Tally the lines in the data below in which the word "junctions" occurs, then give only the total.

::: Listed entries

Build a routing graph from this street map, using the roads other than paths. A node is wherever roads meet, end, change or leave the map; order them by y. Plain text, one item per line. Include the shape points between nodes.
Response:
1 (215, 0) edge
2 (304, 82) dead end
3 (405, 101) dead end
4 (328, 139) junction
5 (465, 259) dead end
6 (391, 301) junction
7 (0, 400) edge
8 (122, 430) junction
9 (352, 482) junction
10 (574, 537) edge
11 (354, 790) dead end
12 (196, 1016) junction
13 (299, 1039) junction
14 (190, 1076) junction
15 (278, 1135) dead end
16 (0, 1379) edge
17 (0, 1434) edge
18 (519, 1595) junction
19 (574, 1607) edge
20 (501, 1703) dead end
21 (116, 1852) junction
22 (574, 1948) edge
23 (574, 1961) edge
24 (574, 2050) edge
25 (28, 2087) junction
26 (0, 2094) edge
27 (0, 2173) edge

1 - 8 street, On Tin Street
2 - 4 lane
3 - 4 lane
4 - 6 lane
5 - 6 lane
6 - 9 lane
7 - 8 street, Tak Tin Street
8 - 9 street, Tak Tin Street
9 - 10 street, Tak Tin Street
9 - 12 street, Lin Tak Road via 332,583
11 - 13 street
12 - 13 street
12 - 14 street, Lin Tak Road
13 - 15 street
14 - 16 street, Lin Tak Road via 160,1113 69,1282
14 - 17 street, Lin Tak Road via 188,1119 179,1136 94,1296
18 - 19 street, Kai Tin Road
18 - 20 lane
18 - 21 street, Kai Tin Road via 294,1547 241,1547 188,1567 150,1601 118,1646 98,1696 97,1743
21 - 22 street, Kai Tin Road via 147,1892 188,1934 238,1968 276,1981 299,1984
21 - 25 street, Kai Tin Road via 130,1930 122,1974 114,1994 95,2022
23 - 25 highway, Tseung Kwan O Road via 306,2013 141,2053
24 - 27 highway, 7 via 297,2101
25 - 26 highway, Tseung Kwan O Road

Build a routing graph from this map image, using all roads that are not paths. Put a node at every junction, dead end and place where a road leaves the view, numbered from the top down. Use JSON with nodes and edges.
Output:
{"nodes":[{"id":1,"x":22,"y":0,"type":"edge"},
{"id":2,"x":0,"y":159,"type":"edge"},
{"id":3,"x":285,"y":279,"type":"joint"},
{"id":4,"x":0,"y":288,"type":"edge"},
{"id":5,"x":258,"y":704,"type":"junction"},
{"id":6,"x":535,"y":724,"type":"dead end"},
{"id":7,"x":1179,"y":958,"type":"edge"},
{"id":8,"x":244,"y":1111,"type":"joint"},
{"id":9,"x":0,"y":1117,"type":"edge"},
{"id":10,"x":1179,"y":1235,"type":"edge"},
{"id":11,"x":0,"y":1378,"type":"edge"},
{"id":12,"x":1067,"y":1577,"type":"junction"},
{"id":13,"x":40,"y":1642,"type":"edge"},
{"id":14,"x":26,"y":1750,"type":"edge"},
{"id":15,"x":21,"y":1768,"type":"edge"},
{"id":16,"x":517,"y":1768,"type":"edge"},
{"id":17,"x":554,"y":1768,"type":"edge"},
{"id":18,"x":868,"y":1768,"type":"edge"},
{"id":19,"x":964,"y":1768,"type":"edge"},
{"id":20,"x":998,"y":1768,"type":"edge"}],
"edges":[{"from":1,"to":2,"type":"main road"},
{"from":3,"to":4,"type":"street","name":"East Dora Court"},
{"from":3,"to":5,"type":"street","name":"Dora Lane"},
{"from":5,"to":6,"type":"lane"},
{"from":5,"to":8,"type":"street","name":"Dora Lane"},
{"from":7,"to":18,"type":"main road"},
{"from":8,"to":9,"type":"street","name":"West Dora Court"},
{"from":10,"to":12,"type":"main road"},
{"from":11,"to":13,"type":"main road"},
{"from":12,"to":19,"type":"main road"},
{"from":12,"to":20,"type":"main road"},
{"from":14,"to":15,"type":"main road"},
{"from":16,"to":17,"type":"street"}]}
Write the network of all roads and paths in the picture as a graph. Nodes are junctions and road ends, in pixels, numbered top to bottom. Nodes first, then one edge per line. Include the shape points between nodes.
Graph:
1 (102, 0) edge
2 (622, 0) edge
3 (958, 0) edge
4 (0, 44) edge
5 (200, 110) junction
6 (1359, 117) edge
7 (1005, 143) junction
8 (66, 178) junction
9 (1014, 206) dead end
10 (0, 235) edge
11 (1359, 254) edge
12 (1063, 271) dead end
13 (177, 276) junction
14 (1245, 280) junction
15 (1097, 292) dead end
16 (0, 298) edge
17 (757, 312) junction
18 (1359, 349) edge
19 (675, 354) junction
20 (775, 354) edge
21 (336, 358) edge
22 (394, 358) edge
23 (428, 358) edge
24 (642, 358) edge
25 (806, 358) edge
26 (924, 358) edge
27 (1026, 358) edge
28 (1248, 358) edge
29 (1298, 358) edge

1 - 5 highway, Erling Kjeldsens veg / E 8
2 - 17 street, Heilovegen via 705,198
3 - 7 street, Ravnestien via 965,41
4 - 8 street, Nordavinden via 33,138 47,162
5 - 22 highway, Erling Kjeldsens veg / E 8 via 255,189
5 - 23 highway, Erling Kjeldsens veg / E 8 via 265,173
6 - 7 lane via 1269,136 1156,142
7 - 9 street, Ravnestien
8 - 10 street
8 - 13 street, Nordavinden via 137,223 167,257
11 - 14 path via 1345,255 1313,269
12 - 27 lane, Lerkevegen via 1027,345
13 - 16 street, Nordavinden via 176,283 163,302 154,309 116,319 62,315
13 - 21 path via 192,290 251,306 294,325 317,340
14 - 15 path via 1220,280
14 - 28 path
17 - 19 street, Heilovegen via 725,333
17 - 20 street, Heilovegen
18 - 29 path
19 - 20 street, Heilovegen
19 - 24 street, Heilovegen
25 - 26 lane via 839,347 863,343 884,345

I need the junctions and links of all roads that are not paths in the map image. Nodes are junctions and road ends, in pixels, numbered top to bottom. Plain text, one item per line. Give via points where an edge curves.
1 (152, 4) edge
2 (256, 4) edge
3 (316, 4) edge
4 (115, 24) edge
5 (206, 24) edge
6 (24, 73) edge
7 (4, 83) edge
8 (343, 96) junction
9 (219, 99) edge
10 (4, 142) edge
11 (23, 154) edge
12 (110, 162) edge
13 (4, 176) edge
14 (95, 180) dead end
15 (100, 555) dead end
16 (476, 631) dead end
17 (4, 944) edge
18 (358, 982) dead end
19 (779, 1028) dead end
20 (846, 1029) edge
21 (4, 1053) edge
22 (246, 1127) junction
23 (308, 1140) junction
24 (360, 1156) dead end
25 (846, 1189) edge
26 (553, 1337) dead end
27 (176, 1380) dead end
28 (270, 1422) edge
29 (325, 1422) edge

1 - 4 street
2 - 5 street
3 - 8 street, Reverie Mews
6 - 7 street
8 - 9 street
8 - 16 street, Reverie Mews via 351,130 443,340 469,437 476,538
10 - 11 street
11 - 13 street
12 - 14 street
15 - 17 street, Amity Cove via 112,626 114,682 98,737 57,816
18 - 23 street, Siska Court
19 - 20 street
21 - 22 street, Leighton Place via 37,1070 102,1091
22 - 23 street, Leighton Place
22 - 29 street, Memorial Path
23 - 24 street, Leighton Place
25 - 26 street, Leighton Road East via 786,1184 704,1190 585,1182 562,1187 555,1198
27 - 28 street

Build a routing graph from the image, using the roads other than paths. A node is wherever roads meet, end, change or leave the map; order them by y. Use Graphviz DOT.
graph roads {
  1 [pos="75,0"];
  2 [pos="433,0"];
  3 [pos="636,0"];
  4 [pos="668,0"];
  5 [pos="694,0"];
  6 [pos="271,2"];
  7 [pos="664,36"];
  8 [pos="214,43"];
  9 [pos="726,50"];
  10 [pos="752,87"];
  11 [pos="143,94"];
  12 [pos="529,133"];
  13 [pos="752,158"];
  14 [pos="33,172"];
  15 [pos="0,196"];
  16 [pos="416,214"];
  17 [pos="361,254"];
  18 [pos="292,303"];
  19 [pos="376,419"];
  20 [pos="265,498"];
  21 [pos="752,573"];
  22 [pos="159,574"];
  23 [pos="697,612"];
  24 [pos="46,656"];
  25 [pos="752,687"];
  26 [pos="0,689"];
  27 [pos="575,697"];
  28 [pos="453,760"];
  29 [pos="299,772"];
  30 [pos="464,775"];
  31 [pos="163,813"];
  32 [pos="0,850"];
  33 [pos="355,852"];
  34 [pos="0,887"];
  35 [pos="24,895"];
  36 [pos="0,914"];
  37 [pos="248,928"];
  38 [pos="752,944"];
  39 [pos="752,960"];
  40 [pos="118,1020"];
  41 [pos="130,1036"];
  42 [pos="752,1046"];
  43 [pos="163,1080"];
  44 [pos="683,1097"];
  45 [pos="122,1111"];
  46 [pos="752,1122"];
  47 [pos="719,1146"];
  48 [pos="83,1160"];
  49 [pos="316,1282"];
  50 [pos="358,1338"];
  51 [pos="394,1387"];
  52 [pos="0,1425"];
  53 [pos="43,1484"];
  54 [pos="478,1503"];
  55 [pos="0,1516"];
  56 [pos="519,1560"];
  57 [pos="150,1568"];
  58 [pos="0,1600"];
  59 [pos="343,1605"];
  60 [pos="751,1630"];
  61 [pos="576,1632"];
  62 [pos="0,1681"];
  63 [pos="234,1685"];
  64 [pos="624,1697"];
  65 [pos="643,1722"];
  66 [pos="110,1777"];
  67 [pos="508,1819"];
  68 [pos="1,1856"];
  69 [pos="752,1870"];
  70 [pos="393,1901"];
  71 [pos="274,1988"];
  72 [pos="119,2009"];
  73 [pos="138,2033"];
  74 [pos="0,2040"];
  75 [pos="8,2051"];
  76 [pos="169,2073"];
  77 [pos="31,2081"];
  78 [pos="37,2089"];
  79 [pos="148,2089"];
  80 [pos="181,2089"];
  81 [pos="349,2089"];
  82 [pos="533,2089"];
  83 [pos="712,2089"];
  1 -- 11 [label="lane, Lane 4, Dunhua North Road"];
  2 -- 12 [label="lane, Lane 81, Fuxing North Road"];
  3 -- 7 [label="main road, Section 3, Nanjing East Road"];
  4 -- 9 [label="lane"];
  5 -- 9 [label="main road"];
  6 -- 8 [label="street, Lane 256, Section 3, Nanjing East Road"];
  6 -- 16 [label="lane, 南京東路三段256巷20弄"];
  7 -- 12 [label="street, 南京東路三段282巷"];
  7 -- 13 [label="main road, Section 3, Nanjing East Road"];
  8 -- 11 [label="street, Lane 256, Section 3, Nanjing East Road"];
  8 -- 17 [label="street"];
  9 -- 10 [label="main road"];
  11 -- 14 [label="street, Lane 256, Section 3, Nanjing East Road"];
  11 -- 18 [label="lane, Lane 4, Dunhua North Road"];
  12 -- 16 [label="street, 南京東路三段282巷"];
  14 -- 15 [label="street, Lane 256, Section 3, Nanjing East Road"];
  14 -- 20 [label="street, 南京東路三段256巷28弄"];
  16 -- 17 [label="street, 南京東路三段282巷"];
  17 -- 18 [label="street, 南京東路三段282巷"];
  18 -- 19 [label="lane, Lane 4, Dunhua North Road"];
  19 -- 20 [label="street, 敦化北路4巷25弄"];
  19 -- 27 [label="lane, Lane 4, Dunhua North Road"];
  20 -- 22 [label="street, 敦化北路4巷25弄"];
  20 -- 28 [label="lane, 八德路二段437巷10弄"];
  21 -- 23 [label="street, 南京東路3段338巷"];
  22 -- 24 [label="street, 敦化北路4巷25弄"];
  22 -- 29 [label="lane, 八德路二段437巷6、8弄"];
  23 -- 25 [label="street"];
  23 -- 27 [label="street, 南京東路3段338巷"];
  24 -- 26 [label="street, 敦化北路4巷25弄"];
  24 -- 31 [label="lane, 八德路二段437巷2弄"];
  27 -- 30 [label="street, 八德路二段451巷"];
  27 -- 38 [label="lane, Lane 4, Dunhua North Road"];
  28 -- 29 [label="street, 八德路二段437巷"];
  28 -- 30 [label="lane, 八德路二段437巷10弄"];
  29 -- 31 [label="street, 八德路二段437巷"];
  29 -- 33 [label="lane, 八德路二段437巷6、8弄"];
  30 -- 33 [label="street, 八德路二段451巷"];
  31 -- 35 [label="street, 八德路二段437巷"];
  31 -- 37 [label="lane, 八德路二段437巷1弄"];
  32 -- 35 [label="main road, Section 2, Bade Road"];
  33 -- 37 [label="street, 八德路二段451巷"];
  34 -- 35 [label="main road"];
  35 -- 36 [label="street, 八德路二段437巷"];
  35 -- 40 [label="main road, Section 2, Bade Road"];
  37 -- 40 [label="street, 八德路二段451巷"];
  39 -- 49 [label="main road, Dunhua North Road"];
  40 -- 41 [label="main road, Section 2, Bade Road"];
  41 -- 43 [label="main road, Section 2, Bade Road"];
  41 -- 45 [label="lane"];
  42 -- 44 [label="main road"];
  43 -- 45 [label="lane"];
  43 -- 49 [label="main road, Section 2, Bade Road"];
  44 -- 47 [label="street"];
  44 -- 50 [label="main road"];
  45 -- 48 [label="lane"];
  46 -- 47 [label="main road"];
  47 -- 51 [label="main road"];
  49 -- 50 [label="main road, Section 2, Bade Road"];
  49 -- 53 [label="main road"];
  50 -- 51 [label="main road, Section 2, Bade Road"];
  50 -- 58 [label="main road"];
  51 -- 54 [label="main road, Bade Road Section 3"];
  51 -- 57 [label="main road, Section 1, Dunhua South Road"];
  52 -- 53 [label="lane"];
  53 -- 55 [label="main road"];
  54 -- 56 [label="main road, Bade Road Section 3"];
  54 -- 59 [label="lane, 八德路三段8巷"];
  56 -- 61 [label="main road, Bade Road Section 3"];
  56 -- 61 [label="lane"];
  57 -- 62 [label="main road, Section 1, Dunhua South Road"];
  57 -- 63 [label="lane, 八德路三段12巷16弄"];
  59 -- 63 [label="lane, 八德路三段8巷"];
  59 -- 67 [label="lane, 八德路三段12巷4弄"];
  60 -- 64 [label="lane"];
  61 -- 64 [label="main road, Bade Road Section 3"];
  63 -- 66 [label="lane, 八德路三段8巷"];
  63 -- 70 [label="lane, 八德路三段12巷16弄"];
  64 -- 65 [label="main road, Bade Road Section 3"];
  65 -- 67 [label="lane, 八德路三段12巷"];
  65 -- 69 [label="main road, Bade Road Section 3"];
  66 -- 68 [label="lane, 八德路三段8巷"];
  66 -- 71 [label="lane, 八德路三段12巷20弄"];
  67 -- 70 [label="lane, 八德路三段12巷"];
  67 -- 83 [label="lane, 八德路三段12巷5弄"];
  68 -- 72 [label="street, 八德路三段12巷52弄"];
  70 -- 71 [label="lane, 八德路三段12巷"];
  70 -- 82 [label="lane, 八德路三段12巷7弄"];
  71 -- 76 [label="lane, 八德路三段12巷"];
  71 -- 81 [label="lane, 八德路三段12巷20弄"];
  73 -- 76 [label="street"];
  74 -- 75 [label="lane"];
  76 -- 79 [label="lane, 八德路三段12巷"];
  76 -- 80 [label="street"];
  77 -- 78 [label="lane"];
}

::::::

Final answer — 2